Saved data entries
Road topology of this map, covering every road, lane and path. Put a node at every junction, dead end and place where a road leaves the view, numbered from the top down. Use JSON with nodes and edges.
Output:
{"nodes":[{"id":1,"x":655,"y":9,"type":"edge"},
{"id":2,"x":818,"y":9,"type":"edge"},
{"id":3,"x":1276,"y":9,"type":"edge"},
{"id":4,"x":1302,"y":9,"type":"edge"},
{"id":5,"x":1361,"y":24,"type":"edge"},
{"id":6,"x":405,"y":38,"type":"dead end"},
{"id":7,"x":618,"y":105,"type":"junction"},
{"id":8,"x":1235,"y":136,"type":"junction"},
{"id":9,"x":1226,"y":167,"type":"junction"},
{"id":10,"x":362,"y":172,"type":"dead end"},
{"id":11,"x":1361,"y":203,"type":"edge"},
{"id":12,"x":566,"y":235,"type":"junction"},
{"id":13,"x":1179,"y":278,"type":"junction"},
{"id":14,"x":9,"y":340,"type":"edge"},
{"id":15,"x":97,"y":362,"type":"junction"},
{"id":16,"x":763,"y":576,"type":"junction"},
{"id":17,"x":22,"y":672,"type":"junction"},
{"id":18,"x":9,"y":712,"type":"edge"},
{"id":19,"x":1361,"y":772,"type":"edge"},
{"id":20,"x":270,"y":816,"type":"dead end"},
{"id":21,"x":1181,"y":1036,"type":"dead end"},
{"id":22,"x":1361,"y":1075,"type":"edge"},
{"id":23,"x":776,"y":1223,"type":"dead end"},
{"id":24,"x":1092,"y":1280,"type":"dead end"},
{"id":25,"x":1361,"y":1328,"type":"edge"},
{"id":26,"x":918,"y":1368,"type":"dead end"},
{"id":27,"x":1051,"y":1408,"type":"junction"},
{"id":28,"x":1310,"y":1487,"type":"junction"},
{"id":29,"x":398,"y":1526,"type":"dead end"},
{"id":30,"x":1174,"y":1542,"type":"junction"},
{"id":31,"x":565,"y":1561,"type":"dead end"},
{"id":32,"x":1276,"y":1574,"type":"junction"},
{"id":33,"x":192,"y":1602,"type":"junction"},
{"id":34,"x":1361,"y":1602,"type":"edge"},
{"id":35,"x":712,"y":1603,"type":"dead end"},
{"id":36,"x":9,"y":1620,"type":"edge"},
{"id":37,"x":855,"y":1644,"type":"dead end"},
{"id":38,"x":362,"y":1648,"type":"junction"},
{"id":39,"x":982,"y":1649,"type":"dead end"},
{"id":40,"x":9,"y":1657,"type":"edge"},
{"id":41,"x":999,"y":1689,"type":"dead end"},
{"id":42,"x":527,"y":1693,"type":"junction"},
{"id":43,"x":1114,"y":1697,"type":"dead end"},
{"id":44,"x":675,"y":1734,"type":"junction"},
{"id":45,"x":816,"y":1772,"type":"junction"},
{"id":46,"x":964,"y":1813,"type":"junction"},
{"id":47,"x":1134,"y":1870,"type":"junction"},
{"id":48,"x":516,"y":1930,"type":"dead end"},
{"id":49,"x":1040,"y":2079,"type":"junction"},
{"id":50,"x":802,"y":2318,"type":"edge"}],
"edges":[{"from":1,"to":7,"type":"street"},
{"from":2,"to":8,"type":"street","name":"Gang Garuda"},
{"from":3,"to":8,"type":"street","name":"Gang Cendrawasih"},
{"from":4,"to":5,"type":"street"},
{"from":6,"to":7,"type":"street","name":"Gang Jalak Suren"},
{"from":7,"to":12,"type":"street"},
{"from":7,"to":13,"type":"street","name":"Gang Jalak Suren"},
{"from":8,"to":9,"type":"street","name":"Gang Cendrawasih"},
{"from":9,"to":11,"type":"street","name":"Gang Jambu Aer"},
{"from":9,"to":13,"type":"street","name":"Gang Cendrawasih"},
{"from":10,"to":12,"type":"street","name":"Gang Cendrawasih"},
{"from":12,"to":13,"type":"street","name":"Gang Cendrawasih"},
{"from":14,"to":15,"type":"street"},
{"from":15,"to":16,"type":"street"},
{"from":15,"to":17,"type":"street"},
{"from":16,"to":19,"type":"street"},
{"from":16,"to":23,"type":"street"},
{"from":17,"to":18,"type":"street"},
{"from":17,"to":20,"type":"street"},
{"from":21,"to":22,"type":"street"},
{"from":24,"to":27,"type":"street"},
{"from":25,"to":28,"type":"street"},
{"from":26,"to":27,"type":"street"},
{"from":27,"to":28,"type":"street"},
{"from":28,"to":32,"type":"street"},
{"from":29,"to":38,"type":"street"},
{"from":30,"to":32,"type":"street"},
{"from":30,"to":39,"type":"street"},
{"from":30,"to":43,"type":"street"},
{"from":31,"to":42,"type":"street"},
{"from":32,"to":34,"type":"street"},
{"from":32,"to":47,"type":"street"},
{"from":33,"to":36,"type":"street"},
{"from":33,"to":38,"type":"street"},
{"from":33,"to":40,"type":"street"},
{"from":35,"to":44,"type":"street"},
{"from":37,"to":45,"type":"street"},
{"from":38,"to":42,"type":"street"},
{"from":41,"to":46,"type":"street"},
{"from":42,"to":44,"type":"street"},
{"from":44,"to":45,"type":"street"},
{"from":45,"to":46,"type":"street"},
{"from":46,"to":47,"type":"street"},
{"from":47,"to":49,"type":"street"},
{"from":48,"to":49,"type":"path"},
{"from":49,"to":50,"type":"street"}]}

### Problem statement
Show the lines above that have the word "Gang".

### Answer to this task
{"from":2,"to":8,"type":"street","name":"Gang Garuda"},
{"from":3,"to":8,"type":"street","name":"Gang Cendrawasih"},
{"from":6,"to":7,"type":"street","name":"Gang Jalak Suren"},
{"from":7,"to":13,"type":"street","name":"Gang Jalak Suren"},
{"from":8,"to":9,"type":"street","name":"Gang Cendrawasih"},
{"from":9,"to":11,"type":"street","name":"Gang Jambu Aer"},
{"from":9,"to":13,"type":"street","name":"Gang Cendrawasih"},
{"from":10,"to":12,"type":"street","name":"Gang Cendrawasih"},
{"from":12,"to":13,"type":"street","name":"Gang Cendrawasih"},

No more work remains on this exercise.